Toutefois, Mohamed Laksaci avoue que l’exercice 2012 a connu un léger raffermissement de la croissance économique évaluée à 3,3% contre 2,8% en 2011, tirée par la performance des secteurs hors hydrocarbures à savoir l’industrie et le BTP. Cette consolidation de la croissance a évolué, néanmoins, dans un contexte marqué par un déficit du Trésor à hauteur de 4,7% du PIB (contre 1,2% en 2011), pour la 4e année consécutive. “En valeur absolue, le déficit des opérations du Trésor enregistré en 2012 excède même celui de 2009, année de choc externe de grande ampleur”, souligne M. Laksaci. En dépit de cette contrainte, la capacité de financement du Trésor, exprimée par l’encours des épargnes financières auprès de la BA s’est encore consolidée en 2012 et a avoisiné les 5 633 milliards de DA contre 5 381 milliards de DA à fin 2011.
277 opérateurs interdits de domiciliation et de transfert de fonds
L’augmentation des épargnes financières du Trésor, même à faible rythme, relève le gouverneur, contribue à la diminution de l’effet de la monétisation des avoirs extérieurs. À ce propos, l’encours des réserves de changes, sans l’or, ont été évaluées à 190,66 milliards de dollars à fin décembre 2012 contre 182,22 milliards de dollars en 2011. Elles représentent plus de trois années d’importations de biens et services. Si l’on veut situer la position financière extérieure nette de l’Algérie, c’est-à-dire les réserves officielles de changes moins la dette extérieure, relativement au Produit intérieur brut (PIB), elle est estimée à 91,55% en 2012. “Ce ratio excède largement le niveau de la plupart des pays émergents d’Asie, en situation de niveau de dette extérieure et du ratio de service de cette dette historiquement très bas”, tient à préciser M. Laksaci. Cette performance se veut, selon lui, un signe fort de la solidité de la position financière extérieure de l’Algérie. Encore faut-il, cependant, se soucier, de la vulnérabilité de la balance des paiements vis-à vis du trend haussier des importations des biens et services qui rend la situation financière externe du pays moins résiliente à un choc extérieur lié à une éventuelle chute des cours du baril.
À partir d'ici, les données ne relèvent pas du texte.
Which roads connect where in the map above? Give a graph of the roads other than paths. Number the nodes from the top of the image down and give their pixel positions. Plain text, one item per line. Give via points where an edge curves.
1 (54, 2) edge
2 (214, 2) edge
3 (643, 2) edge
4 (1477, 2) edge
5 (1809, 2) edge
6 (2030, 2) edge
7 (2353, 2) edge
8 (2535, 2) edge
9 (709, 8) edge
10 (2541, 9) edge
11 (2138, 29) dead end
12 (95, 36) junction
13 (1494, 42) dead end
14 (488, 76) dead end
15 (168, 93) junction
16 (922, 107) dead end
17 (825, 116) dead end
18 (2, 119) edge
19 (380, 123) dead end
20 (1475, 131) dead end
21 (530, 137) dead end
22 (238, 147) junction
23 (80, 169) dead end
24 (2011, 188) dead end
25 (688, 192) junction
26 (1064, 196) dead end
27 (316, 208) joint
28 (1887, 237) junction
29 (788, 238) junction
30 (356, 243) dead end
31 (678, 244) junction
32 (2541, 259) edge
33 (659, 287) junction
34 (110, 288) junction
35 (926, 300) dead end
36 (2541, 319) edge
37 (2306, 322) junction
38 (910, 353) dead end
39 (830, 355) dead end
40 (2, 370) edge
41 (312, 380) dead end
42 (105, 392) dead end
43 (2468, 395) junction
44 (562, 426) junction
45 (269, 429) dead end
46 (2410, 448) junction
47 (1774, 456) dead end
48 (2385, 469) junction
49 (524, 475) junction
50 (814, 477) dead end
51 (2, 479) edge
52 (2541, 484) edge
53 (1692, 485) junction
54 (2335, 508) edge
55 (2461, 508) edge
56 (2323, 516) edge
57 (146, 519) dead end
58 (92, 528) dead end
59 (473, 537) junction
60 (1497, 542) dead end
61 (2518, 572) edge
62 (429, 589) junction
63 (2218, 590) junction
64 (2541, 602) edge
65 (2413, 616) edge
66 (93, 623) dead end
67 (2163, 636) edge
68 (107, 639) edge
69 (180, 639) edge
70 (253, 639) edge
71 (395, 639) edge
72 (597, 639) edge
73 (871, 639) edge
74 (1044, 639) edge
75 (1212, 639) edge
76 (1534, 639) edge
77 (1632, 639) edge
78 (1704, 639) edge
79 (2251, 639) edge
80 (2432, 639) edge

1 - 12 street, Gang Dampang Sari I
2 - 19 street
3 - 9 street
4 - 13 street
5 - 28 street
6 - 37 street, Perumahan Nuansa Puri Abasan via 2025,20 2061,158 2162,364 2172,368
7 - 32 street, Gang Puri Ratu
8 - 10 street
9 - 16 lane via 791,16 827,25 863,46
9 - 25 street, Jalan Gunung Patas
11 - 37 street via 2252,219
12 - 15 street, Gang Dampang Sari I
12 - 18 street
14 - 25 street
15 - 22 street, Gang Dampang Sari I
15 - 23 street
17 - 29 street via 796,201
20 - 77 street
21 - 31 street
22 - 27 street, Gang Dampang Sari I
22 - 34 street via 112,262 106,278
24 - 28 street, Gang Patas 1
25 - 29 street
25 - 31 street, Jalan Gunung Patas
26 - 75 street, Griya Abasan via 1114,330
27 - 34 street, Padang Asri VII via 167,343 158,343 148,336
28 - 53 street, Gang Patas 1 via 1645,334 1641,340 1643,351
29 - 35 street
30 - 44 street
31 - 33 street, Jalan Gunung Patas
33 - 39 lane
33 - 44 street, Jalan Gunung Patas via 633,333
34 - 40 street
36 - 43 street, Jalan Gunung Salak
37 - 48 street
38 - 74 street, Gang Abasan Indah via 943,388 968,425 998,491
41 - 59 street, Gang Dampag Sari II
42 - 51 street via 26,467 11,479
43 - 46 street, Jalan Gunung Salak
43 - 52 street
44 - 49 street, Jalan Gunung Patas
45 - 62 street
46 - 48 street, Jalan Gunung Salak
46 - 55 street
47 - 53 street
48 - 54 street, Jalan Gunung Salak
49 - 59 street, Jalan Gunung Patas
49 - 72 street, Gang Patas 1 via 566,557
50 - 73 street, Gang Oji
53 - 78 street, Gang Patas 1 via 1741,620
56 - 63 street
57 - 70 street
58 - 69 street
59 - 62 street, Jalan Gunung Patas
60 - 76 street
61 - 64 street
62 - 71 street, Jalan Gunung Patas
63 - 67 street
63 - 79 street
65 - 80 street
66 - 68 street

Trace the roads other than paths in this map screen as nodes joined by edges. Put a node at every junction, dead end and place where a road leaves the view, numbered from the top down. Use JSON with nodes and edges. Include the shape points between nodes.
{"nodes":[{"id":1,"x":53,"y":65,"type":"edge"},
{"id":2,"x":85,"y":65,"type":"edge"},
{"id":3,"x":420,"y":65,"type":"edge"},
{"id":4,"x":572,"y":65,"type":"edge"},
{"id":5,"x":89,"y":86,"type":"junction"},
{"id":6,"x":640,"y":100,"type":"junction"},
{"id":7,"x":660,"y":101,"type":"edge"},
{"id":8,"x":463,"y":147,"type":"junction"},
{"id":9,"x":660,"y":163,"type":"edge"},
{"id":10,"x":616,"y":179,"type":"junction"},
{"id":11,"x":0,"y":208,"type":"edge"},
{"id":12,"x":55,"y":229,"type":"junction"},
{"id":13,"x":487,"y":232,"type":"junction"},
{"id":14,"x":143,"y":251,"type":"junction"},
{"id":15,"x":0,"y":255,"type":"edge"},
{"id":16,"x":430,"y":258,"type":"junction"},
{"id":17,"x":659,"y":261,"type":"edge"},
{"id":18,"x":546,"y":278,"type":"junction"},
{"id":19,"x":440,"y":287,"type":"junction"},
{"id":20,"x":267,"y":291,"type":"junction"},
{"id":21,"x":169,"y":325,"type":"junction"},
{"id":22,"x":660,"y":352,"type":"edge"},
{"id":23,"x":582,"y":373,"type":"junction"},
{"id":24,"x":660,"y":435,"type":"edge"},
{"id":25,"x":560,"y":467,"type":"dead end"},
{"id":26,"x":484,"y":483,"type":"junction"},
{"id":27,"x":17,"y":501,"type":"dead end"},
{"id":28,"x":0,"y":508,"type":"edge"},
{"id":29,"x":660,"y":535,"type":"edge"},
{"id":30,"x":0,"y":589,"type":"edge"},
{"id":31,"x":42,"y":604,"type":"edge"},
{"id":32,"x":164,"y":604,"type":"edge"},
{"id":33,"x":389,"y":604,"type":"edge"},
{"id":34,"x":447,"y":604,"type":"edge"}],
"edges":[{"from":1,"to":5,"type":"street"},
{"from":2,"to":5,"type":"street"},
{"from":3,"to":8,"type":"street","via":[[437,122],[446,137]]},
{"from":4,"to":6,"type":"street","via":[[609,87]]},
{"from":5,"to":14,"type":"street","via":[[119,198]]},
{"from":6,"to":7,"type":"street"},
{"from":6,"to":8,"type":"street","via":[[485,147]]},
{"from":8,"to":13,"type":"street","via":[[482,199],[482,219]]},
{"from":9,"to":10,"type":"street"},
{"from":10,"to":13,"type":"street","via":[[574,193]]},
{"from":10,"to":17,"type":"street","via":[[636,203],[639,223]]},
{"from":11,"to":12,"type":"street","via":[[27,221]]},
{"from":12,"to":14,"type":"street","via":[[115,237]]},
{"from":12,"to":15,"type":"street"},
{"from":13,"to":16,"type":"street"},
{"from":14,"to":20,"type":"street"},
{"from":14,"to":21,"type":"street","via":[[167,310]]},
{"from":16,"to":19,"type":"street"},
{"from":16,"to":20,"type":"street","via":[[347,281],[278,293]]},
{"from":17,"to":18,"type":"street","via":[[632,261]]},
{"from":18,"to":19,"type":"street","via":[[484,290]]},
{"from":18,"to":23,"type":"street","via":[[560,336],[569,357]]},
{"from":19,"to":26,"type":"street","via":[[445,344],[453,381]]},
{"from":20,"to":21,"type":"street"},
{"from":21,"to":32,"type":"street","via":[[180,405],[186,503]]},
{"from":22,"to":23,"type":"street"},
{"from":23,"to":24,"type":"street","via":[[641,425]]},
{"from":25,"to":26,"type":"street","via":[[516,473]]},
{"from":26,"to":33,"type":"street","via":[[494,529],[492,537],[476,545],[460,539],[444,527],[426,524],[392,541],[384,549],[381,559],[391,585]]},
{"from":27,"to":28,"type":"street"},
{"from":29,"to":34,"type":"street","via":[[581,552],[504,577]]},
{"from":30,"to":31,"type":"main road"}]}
Une gestion prudente des réserves de changes demeure de ce fait, estime M. Laksaci, la solution la plus sage pour le moment. Par ailleurs, en matière de contrôle de change, 277 opérateurs économiques ont été interdits par la BA de domiciliation bancaire et de transfert de fonds vers l’étranger entre 2007 et 2012.
Entre 2010 et 2012, 186 procès-verbaux d’infraction de changes ont été également établis par les inspecteurs de la BA dans le cadre des contrôles sur pièces en application des dispositions de la loi 96-22. Si le gouverneur confirme la résilience de l’économie nationale face à la crise mondiale, il n’en demeure pas moins que la diversification de celle-ci, en renforçant davantage les secteurs hors hydrocarbures, pourrait être l’ultime issue face à cette dépendance des hydrocarbures qui risque de compromettre à tout moment l’aisance financière dont jouit actuellement l’Algérie.